Prompt:
Where the word "highway" shows up in the entries below, please copy the whole line.

[Material supplied Boundary: Start]

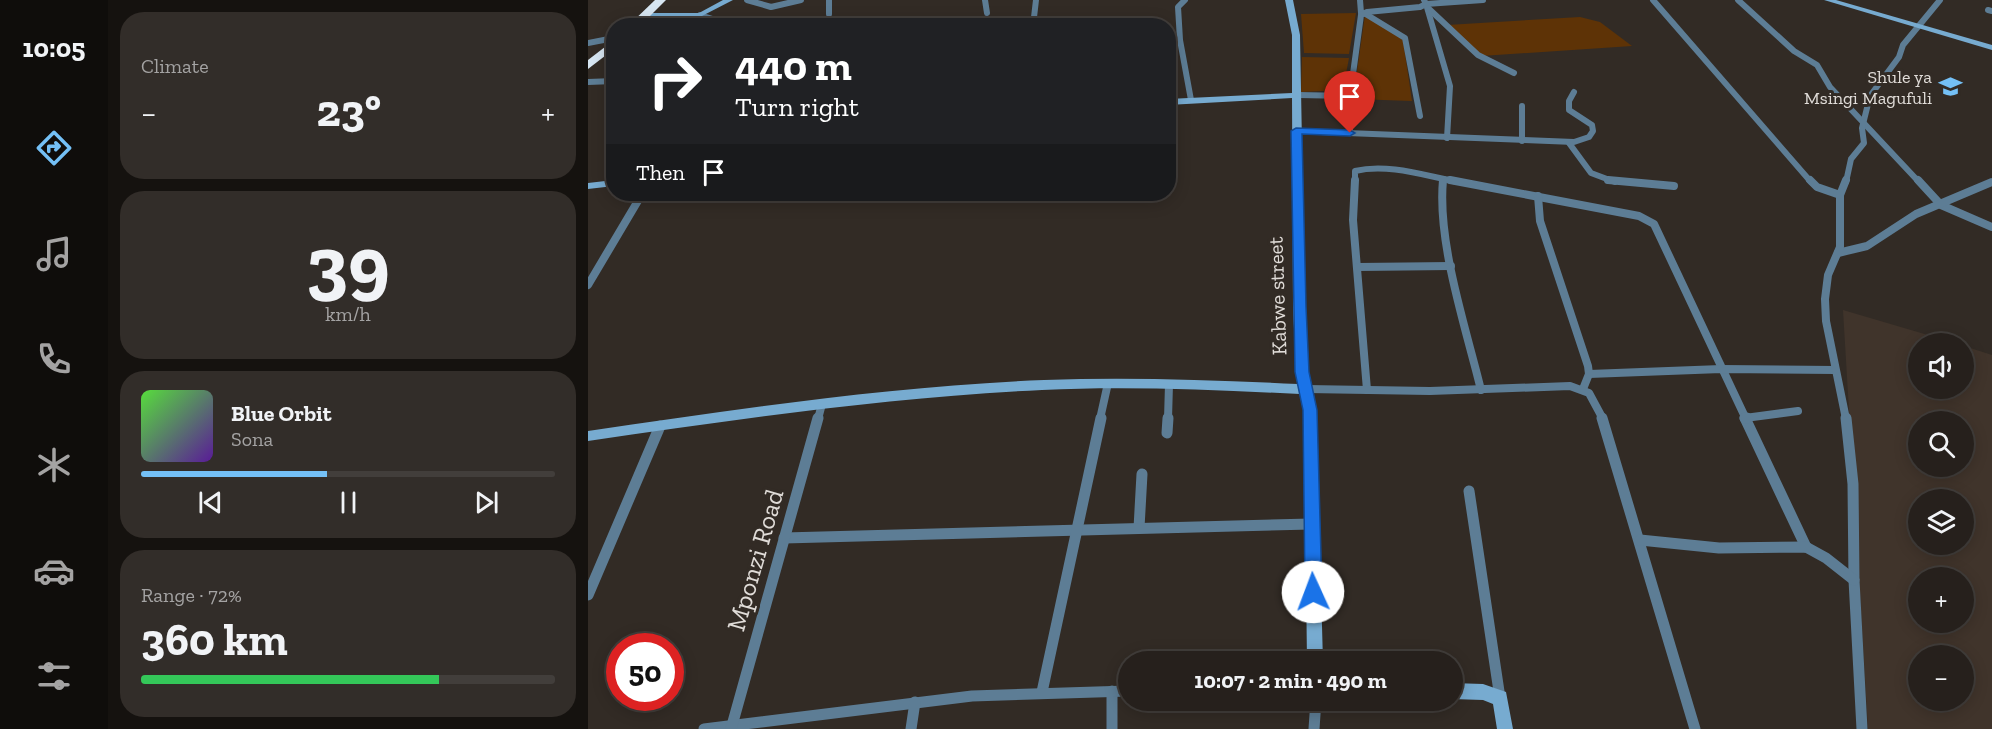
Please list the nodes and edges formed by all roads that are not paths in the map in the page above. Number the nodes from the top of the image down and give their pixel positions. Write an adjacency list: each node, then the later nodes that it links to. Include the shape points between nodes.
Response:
1 (661, 0): 20 (highway)
2 (729, 0): 21 (main road)
3 (747, 0): 4 (street, via 771,7)
4 (801, 0)
5 (829, 0): 19 (street)
6 (985, 0): 17 (street)
7 (1036, 0): 24 (street)
8 (1185, 0): 37 (street, via 1178,7 1177,21)
9 (1289, 0): 35 (main road, Kabwe street, via 1296,35)
10 (1360, 0): 18 (street)
11 (1483, 0): 16 (street)
12 (1653, 0): 52 (street, via 1812,183)
13 (1738, 0): 41 (street, via 1794,51 1817,65 1825,81)
14 (1831, 0): 25 (main road)
15 (1940, 0): 25 (street)
16 (1426, 4): 18 (street); 31 (street, via 1478,55); 44 (street, via 1450,86)
17 (987, 13)
18 (1363, 13): 36 (street); 40 (street, via 1405,38)
19 (829, 14)
20 (644, 15): 21 (main road); 22 (highway)
21 (700, 15): 23 (street)
22 (641, 18)
23 (710, 18)
24 (1034, 18)
25 (1920, 27): 28 (main road); 41 (street, via 1870,96)
26 (606, 40): 27 (street)
27 (588, 43)
28 (1992, 48)
29 (606, 51): 30 (highway)
30 (588, 66)
31 (1514, 73)
32 (606, 81): 33 (street)
33 (588, 82)
34 (1574, 92): 46 (street, via 1569,110 1592,125 1593,130 1589,137)
35 (1298, 95): 36 (street); 37 (main road); 42 (main road, Kabwe street)
36 (1350, 96): 43 (street)
37 (1191, 100): 38 (main road)
38 (1176, 101)
39 (1522, 106): 45 (street)
40 (1420, 116)
41 (1863, 123): 52 (street, via 1864,143 1851,159); 55 (street)
42 (1296, 131): 43 (street); 66 (main road, Kabwe street, via 1299,307 1302,372)
43 (1350, 133): 44 (street)
44 (1447, 138): 45 (street)
45 (1522, 141): 46 (street)
46 (1569, 143): 51 (street, via 1596,176)
47 (1443, 180): 53 (street); 58 (street, via 1441,200); 59 (street, via 1385,169 1355,171 1352,199)
48 (1992, 182): 55 (street)
49 (606, 184): 50 (main road)
50 (588, 186)
51 (1674, 186)
52 (1840, 195): 57 (street)
53 (1538, 196): 61 (street, via 1640,216 1654,224); 63 (street, via 1540,221)
54 (638, 201): 60 (street)
55 (1941, 205): 56 (street); 57 (street, via 1916,214 1867,246)
56 (1992, 227)
57 (1838, 253): 62 (street, via 1825,291)
58 (1451, 266): 59 (street); 69 (street)
59 (1359, 267): 68 (street)
60 (588, 285)
61 (1721, 369): 62 (street); 63 (street); 72 (street)
62 (1835, 370): 84 (street, via 1846,419 1853,484)
63 (1589, 374): 67 (street)
64 (1108, 383): 65 (main road); 70 (main road, via 984,388); 80 (street)
65 (1169, 384): 66 (main road); 74 (street)
66 (1307, 389): 68 (street); 78 (main road, Kabwe street)
67 (1582, 389): 69 (street, via 1555,385); 82 (street, via 1594,399 1603,422)
68 (1367, 390): 69 (street)
69 (1481, 390)
70 (822, 404): 73 (main road); 81 (street, Mponzi Road)
71 (1798, 411): 72 (street)
72 (1745, 418): 83 (street)
73 (660, 426): 75 (main road); 85 (street)
74 (1167, 433)
75 (588, 436)
76 (1142, 474): 79 (street)
77 (1469, 491): 91 (street)
78 (1311, 524): 79 (street); 86 (main road, Kabwe street)
79 (1139, 528): 80 (street)
80 (1077, 530): 81 (street); 90 (street)
81 (784, 538): 94 (street, Mponzi Road)
82 (1640, 540): 83 (street, via 1719,548); 100 (street)
83 (1806, 547): 84 (street)
84 (1854, 580): 101 (street)
85 (588, 595)
86 (1315, 651)
87 (1112, 691): 88 (street); 90 (street); 97 (street)
88 (1118, 691)
89 (1463, 691): 91 (main road)
90 (1042, 692): 92 (street)
91 (1500, 698): 99 (main road)
92 (915, 702): 94 (street); 96 (street)
93 (1315, 711): 98 (street)
94 (732, 727): 95 (street)
95 (704, 729)
96 (911, 729)
97 (1112, 729)
98 (1314, 729)
99 (1505, 729)
100 (1695, 729)
101 (1862, 729)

[Material supplied Boundary: End]

Solution to the problem:
1 (661, 0): 20 (highway)
20 (644, 15): 21 (main road); 22 (highway)
29 (606, 51): 30 (highway)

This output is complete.